A zombie apocalypse is one thing. A volcanic eruption is quite another, for, as the journalist who does a framing voice-over narration for Brooks’ latest puts it, when Mount Rainier popped its cork, “it was the psychological aspect, the hyperbole-fueled hysteria that had ended up killing the most people.” Maybe, but the sasquatches whom the volcano displaced contributed to the statistics, too, if only out of self-defense. Brooks places the epicenter of the Bigfoot war in a high-tech hideaway populated by the kind of people you might find in a Jurassic Park franchise: the schmo who doesn’t know how to do much of anything but tries anyway, the well-intentioned bleeding heart, the know-it-all intellectual who turns out to know the wrong things, the immigrant with a tough backstory and an instinct for survival. Indeed, the novel does double duty as a survival manual, packed full of good advice—for instance, try not to get wounded, for “injury turns you from a giver to a taker.
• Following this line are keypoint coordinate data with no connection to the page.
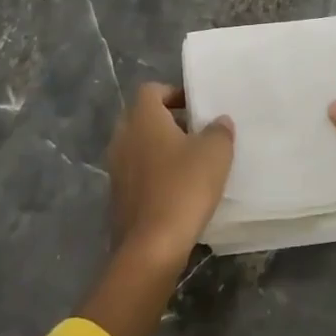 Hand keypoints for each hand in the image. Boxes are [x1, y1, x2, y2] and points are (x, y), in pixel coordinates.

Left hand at [104, 83, 235, 266]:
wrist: (151, 246)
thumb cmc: (184, 187)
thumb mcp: (215, 153)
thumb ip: (219, 130)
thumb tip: (218, 121)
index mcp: (143, 118)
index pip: (152, 90)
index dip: (174, 93)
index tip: (196, 108)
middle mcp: (123, 137)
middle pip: (143, 117)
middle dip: (168, 121)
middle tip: (196, 132)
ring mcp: (115, 168)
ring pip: (139, 146)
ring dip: (160, 149)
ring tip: (190, 162)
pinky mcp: (117, 196)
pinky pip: (137, 173)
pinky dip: (154, 174)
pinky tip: (177, 190) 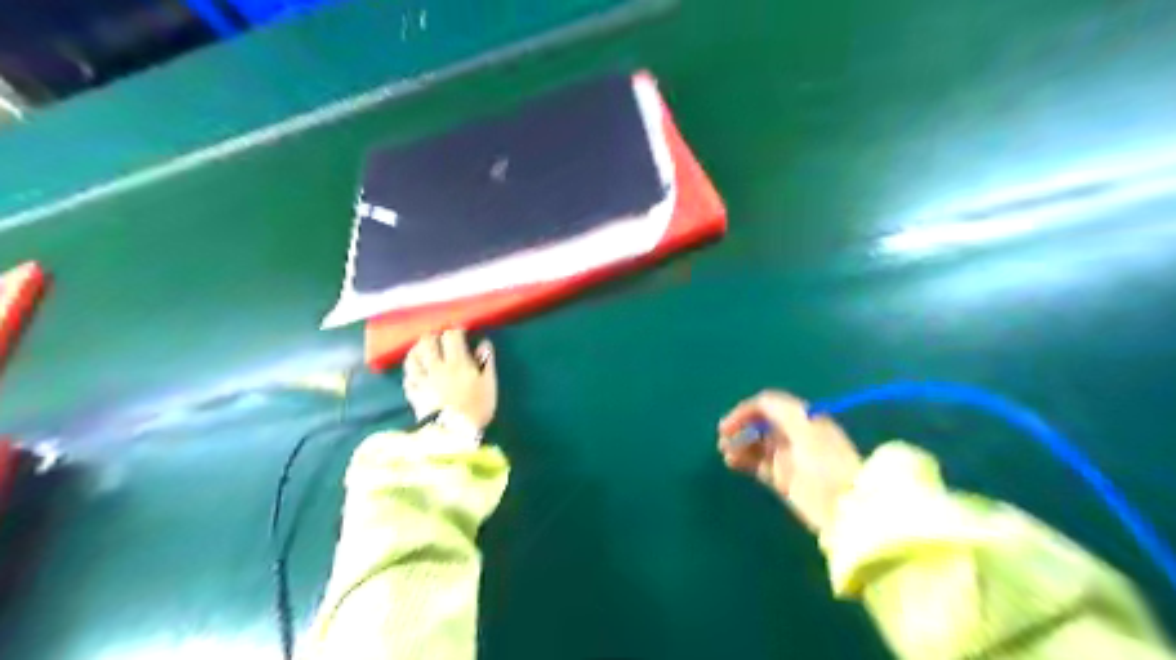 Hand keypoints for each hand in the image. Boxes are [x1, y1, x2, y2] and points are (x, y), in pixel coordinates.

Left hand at [404, 331, 494, 431]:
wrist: (453, 434)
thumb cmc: (476, 408)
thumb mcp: (489, 384)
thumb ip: (486, 362)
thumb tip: (483, 343)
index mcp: (456, 362)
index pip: (451, 336)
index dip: (455, 330)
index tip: (460, 330)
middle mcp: (436, 367)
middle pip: (428, 342)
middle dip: (433, 336)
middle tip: (439, 337)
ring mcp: (421, 380)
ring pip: (412, 358)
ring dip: (417, 350)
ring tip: (422, 350)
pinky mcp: (413, 395)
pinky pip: (407, 378)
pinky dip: (410, 372)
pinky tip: (415, 373)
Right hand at [718, 390, 861, 532]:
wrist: (846, 508)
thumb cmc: (827, 463)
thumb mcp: (805, 429)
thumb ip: (781, 411)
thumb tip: (758, 402)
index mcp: (803, 418)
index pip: (769, 405)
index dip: (746, 410)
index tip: (729, 424)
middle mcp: (794, 434)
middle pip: (761, 422)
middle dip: (741, 425)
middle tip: (723, 436)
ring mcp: (788, 457)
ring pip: (756, 443)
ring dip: (739, 443)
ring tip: (725, 451)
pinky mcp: (783, 480)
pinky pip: (757, 464)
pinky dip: (742, 460)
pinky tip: (731, 461) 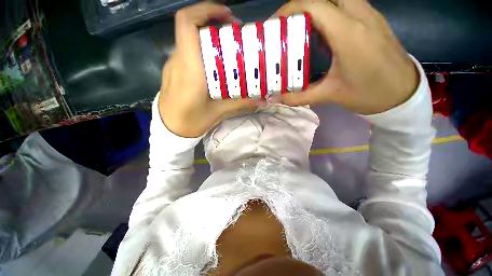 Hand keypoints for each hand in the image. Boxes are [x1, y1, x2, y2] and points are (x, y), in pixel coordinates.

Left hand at [159, 2, 256, 137]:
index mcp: (190, 68)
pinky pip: (187, 53)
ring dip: (208, 39)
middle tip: (234, 36)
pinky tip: (213, 67)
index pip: (187, 23)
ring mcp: (173, 65)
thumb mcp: (218, 112)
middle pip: (191, 28)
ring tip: (226, 52)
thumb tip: (261, 100)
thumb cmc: (192, 121)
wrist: (169, 130)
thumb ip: (240, 103)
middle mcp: (178, 60)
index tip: (227, 15)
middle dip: (213, 24)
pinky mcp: (173, 71)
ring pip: (189, 40)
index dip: (205, 10)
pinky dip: (201, 51)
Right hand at [273, 0, 418, 114]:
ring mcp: (370, 14)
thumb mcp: (330, 95)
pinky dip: (329, 11)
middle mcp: (360, 15)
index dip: (290, 9)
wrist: (403, 93)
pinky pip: (347, 4)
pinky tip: (323, 32)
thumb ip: (300, 97)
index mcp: (348, 33)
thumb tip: (278, 98)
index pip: (314, 5)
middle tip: (288, 25)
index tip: (275, 23)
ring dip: (316, 7)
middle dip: (301, 6)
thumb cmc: (369, 94)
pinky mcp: (374, 19)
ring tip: (302, 28) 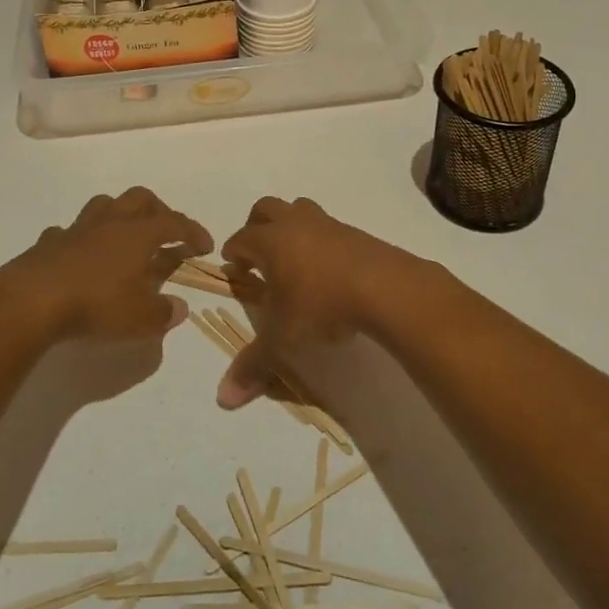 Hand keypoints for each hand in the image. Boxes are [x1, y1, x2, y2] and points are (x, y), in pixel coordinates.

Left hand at [0, 188, 211, 342]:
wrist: (32, 300)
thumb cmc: (97, 304)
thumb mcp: (141, 318)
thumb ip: (164, 312)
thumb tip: (180, 308)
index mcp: (139, 234)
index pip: (175, 223)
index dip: (193, 232)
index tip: (205, 245)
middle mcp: (111, 222)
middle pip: (140, 199)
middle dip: (159, 210)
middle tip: (167, 232)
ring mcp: (77, 229)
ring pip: (104, 205)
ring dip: (119, 214)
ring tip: (125, 235)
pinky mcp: (49, 242)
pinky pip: (70, 231)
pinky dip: (81, 239)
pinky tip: (81, 255)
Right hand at [215, 196, 419, 408]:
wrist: (385, 288)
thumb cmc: (322, 305)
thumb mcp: (283, 340)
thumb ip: (253, 365)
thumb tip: (223, 400)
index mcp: (270, 242)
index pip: (241, 239)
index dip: (233, 253)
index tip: (233, 268)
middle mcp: (296, 224)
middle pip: (266, 209)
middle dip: (256, 226)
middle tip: (257, 253)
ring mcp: (328, 224)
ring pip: (300, 209)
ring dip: (290, 225)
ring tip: (292, 257)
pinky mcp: (356, 232)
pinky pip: (328, 227)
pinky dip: (319, 240)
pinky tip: (327, 268) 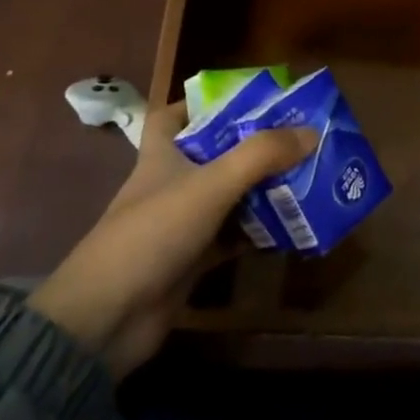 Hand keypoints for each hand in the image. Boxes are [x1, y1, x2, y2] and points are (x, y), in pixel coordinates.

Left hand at [30, 102, 315, 377]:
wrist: (107, 319)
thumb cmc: (153, 234)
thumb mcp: (211, 184)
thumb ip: (261, 155)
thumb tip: (311, 132)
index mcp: (162, 156)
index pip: (172, 116)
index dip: (201, 103)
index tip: (245, 100)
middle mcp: (172, 184)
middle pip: (215, 154)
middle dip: (254, 146)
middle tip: (299, 138)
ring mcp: (182, 224)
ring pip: (230, 196)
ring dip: (263, 188)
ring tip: (310, 175)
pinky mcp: (192, 259)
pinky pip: (234, 236)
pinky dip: (260, 231)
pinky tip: (294, 226) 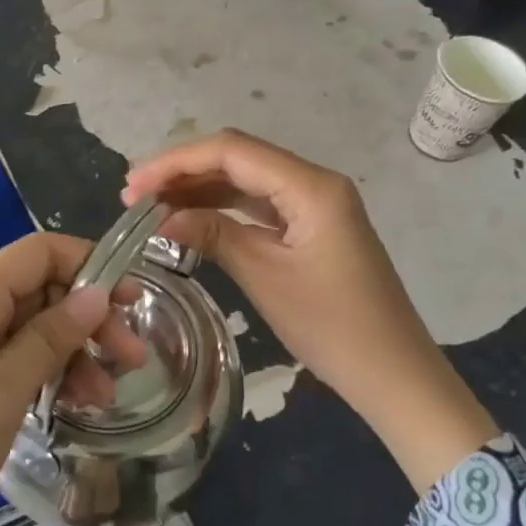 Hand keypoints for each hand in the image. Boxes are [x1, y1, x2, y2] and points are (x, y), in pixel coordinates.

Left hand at [0, 233, 143, 525]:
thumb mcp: (0, 393)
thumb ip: (50, 337)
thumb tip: (96, 293)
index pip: (39, 252)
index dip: (90, 265)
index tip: (136, 300)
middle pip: (38, 291)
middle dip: (89, 317)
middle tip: (133, 360)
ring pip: (30, 331)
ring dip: (73, 353)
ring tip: (106, 399)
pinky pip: (12, 365)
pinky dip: (46, 378)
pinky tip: (72, 408)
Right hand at [124, 130, 496, 489]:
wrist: (393, 373)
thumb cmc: (333, 327)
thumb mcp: (266, 277)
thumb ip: (214, 235)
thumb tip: (162, 218)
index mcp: (310, 186)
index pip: (231, 152)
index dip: (176, 162)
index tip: (132, 187)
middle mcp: (313, 182)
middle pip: (237, 159)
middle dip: (183, 172)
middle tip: (133, 198)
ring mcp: (314, 204)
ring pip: (245, 181)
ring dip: (198, 190)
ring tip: (151, 209)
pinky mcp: (311, 227)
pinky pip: (258, 206)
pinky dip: (221, 210)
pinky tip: (189, 221)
Taking up our resources, our time to care for you.” Brooks presents a case for making room for Bigfoot in the world while peppering his narrative with timely social criticism about bad behavior on the human side of the conflict: The explosion of Rainier might have been better forecast had the president not slashed the budget of the U.S. Geological Survey, leading to “immediate suspension of the National Volcano Early Warning System,” and there’s always someone around looking to monetize the natural disaster and the sasquatch-y onslaught that follows. Brooks is a pro at building suspense even if it plays out in some rather spectacularly yucky episodes, one involving a short spear that takes its name from “the sucking sound of pulling it out of the dead man’s heart and lungs.” Grossness aside, it puts you right there on the scene.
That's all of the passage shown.